> [Task directions]:
Line by line, please look for the word "Autoroute" in the following records, then copy each line you find it in.

Collected data entries:
##############################

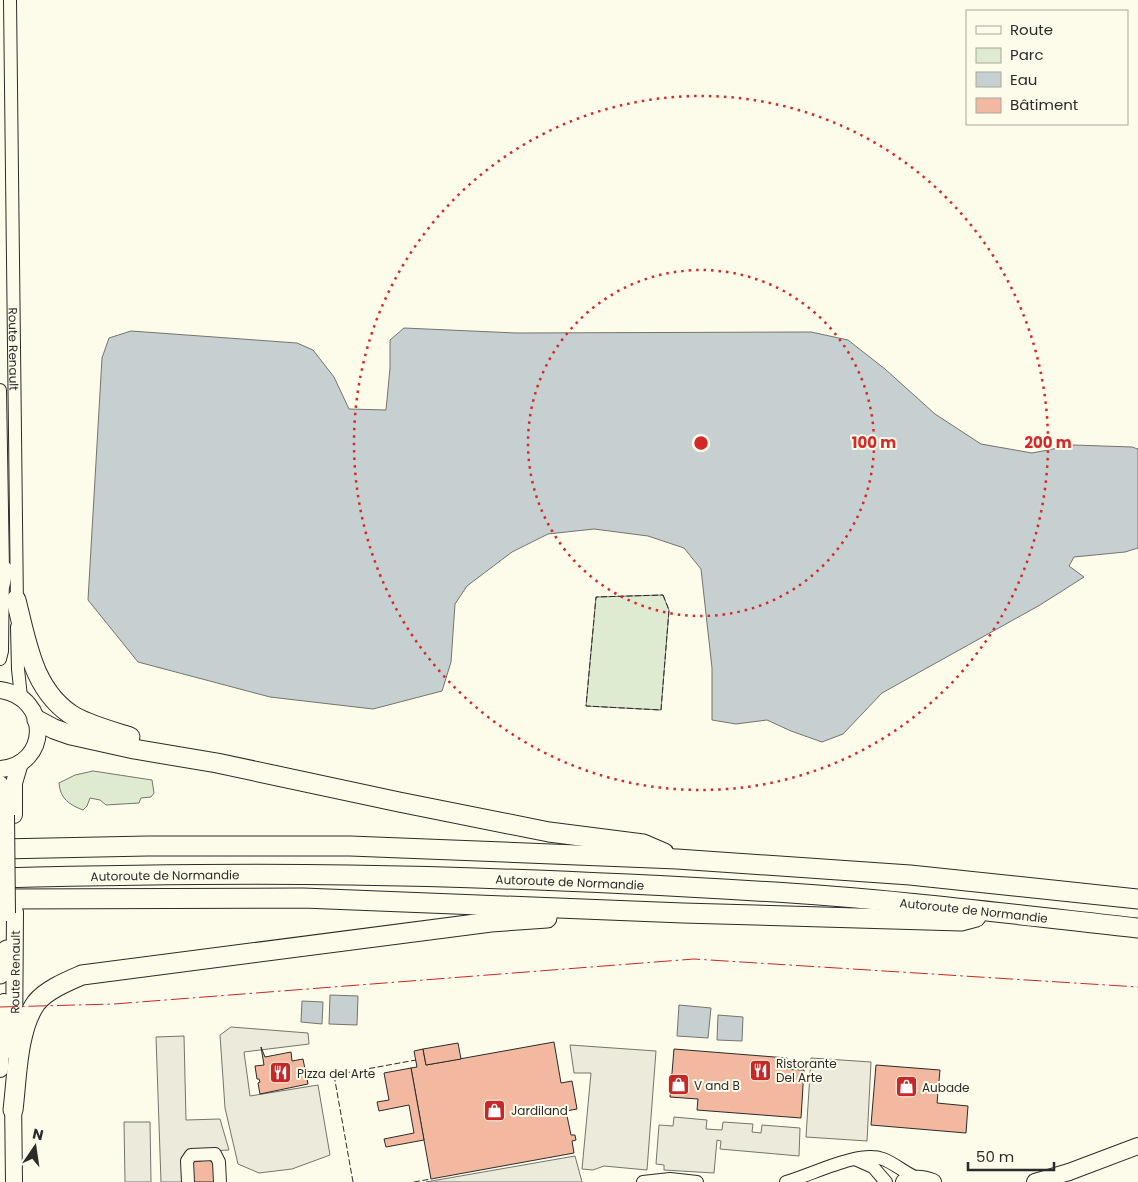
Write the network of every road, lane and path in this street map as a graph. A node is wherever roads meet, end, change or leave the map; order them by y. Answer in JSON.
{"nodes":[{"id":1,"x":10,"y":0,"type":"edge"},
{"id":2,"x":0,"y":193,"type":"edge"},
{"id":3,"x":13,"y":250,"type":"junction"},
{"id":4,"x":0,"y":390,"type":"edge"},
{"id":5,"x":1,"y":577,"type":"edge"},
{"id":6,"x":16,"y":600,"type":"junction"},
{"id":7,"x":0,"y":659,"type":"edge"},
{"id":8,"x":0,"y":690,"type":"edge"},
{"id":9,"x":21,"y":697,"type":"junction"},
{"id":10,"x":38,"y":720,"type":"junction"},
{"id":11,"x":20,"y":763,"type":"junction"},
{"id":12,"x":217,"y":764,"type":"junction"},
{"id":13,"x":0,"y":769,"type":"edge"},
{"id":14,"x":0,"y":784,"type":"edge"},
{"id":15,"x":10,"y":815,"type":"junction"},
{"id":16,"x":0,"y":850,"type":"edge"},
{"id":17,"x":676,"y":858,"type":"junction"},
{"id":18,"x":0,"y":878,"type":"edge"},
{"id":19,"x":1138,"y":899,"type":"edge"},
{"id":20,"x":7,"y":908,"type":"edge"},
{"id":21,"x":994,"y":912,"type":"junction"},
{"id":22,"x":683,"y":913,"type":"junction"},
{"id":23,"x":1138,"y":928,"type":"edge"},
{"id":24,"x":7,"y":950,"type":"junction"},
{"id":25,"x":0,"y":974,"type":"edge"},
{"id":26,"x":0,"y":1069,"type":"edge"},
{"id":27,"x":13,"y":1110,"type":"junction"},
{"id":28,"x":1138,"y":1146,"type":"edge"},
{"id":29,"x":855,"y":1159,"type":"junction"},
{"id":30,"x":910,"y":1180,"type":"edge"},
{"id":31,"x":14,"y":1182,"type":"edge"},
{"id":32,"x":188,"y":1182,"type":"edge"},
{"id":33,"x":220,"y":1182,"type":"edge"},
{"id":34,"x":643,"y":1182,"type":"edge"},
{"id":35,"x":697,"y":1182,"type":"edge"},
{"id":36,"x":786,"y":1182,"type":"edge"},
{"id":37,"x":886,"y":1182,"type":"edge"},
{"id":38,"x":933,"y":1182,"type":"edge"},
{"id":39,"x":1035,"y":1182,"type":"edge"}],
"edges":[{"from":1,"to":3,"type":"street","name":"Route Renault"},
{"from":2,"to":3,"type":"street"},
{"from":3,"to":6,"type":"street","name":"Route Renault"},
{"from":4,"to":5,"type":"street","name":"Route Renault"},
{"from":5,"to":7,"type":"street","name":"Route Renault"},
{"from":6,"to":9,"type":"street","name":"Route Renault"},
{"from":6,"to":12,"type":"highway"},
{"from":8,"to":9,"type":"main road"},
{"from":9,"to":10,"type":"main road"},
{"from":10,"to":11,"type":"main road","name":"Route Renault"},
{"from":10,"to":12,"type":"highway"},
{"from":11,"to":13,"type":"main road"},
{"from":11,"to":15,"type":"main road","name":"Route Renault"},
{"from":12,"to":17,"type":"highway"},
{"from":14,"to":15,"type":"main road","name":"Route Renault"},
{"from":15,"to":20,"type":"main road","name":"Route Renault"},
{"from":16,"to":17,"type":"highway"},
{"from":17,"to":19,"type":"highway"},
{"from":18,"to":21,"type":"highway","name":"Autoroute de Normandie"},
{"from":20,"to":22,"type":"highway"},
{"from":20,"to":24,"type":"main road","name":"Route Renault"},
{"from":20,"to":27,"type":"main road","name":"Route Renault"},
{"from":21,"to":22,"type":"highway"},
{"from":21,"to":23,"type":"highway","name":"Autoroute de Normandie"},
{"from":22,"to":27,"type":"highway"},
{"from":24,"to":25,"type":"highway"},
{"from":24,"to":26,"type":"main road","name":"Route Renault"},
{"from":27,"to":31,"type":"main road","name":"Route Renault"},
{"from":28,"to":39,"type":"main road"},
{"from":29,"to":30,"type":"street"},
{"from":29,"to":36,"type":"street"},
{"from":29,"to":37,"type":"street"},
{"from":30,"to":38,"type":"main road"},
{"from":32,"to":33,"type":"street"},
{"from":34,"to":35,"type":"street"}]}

##############################

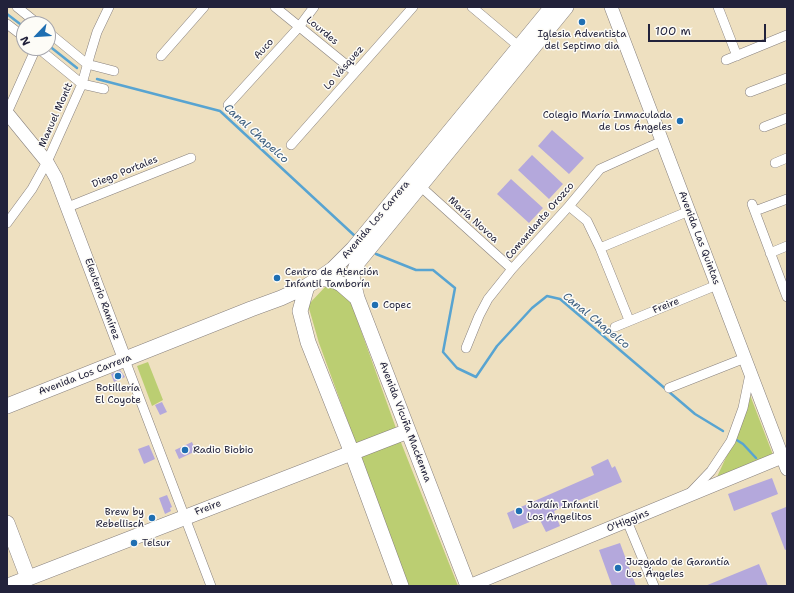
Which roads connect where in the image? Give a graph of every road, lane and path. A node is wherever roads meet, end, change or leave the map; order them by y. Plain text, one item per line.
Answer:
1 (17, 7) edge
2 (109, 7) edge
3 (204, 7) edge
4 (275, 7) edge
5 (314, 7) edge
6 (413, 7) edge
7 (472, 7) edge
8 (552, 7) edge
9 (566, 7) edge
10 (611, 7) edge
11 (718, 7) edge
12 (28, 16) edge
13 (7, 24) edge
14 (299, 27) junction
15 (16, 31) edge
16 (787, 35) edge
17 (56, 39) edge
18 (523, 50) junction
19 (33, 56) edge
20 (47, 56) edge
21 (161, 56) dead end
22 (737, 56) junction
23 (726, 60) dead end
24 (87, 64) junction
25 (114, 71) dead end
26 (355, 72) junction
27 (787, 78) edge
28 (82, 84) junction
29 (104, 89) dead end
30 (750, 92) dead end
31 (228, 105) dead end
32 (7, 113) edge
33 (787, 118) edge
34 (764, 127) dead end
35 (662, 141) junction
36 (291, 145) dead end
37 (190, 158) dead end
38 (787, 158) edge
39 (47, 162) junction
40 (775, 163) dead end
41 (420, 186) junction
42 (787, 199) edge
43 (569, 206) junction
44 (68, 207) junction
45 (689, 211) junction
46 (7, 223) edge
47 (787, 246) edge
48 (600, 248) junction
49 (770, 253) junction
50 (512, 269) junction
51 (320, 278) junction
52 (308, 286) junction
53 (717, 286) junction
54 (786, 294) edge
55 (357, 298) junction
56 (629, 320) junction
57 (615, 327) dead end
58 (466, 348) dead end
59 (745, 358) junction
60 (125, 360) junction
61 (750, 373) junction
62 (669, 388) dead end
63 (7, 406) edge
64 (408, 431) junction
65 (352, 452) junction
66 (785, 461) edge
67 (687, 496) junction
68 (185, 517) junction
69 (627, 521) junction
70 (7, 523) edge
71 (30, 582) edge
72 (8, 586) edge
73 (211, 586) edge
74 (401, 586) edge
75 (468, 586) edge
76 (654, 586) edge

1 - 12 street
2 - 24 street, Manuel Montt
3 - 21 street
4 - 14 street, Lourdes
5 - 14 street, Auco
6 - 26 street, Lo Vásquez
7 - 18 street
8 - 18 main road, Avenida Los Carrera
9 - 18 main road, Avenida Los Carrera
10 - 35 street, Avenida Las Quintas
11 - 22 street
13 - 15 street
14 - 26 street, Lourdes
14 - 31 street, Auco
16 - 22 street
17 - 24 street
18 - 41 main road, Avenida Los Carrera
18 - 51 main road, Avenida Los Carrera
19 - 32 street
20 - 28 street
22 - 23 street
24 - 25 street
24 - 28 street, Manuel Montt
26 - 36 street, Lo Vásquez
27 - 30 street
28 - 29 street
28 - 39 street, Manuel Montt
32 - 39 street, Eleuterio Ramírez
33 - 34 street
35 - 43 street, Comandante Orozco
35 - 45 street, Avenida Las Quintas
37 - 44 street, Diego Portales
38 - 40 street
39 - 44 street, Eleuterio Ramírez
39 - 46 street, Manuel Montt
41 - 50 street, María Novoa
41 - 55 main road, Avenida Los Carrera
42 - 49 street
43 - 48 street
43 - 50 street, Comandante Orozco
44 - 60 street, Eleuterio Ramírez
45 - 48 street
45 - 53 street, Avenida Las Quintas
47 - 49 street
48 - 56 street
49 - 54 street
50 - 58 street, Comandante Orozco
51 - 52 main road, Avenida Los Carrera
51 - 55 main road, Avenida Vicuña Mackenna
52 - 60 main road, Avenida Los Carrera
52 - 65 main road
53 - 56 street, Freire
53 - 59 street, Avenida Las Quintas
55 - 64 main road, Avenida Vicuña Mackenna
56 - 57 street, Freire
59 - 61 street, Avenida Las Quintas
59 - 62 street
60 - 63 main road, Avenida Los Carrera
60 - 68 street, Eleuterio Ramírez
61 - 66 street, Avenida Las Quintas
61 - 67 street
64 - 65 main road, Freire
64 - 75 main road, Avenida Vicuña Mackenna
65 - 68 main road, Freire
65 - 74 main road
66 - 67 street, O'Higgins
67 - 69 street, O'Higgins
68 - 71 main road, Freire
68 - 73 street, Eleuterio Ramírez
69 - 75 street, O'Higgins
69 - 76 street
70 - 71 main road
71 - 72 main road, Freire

##############################

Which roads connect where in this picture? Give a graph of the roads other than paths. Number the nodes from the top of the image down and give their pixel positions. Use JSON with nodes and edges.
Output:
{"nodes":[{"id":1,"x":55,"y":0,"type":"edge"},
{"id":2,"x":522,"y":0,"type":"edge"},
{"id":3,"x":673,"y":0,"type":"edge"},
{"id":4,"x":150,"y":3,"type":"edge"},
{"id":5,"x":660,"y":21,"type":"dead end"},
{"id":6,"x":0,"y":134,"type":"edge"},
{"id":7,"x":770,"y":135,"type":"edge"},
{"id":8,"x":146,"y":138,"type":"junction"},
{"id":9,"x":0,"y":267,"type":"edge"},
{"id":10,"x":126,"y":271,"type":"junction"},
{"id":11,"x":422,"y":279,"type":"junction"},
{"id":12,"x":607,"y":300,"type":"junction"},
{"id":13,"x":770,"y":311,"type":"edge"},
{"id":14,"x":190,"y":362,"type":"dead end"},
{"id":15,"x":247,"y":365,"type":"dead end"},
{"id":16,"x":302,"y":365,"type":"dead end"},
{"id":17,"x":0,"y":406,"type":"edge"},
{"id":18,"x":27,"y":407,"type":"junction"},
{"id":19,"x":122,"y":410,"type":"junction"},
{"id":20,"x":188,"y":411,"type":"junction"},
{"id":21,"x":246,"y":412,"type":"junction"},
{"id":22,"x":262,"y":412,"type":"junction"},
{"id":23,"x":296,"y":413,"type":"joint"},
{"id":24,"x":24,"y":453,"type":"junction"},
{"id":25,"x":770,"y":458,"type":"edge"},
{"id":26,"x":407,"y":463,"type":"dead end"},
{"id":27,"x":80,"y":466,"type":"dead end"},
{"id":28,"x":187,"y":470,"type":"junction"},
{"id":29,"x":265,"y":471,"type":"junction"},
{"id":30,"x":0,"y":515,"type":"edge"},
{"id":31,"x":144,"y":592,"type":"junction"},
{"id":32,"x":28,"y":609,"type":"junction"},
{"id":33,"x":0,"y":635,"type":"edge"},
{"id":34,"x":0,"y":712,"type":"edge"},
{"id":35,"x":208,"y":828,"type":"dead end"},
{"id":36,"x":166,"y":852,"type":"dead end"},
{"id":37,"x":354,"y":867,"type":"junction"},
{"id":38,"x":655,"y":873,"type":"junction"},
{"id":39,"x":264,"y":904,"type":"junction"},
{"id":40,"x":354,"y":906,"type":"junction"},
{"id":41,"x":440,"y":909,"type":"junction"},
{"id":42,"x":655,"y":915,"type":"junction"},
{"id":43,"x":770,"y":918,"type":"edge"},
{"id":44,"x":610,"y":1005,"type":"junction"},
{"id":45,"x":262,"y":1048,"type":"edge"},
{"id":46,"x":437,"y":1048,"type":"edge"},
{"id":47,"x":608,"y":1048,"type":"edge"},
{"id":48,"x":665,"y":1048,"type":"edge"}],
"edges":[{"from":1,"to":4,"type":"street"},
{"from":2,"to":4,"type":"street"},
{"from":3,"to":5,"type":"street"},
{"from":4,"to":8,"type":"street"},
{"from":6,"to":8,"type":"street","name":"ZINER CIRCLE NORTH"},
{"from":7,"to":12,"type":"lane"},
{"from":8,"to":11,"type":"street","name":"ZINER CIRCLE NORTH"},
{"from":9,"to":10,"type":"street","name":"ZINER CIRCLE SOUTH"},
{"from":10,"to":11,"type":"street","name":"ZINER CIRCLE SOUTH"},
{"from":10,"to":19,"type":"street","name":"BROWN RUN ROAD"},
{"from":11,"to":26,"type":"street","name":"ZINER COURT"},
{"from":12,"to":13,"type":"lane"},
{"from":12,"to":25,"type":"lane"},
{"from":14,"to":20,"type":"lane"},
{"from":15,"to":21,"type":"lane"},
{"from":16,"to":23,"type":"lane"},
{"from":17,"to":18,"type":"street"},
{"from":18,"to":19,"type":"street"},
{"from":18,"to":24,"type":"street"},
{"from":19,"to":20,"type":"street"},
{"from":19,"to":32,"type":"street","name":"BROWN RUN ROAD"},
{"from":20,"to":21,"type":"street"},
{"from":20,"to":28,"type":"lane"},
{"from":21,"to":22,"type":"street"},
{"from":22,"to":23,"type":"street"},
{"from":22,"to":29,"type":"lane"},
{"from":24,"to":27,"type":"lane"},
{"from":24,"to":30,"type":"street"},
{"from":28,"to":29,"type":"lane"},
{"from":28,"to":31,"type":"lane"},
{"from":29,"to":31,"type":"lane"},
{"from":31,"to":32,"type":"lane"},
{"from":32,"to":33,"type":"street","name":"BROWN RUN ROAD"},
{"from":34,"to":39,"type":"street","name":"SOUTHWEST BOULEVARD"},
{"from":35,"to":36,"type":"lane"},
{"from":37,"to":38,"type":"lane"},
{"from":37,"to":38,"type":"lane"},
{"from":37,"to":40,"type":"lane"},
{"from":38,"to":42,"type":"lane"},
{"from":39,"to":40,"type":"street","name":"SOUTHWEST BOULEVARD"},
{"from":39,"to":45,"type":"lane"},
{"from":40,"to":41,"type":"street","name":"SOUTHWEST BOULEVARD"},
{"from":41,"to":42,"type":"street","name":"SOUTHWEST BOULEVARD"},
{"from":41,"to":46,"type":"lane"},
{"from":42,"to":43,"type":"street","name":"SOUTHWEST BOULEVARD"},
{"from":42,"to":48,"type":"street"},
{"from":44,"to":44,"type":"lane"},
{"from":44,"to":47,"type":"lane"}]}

##############################

> [Solution for this problem]:
{"from":18,"to":21,"type":"highway","name":"Autoroute de Normandie"},
{"from":21,"to":23,"type":"highway","name":"Autoroute de Normandie"},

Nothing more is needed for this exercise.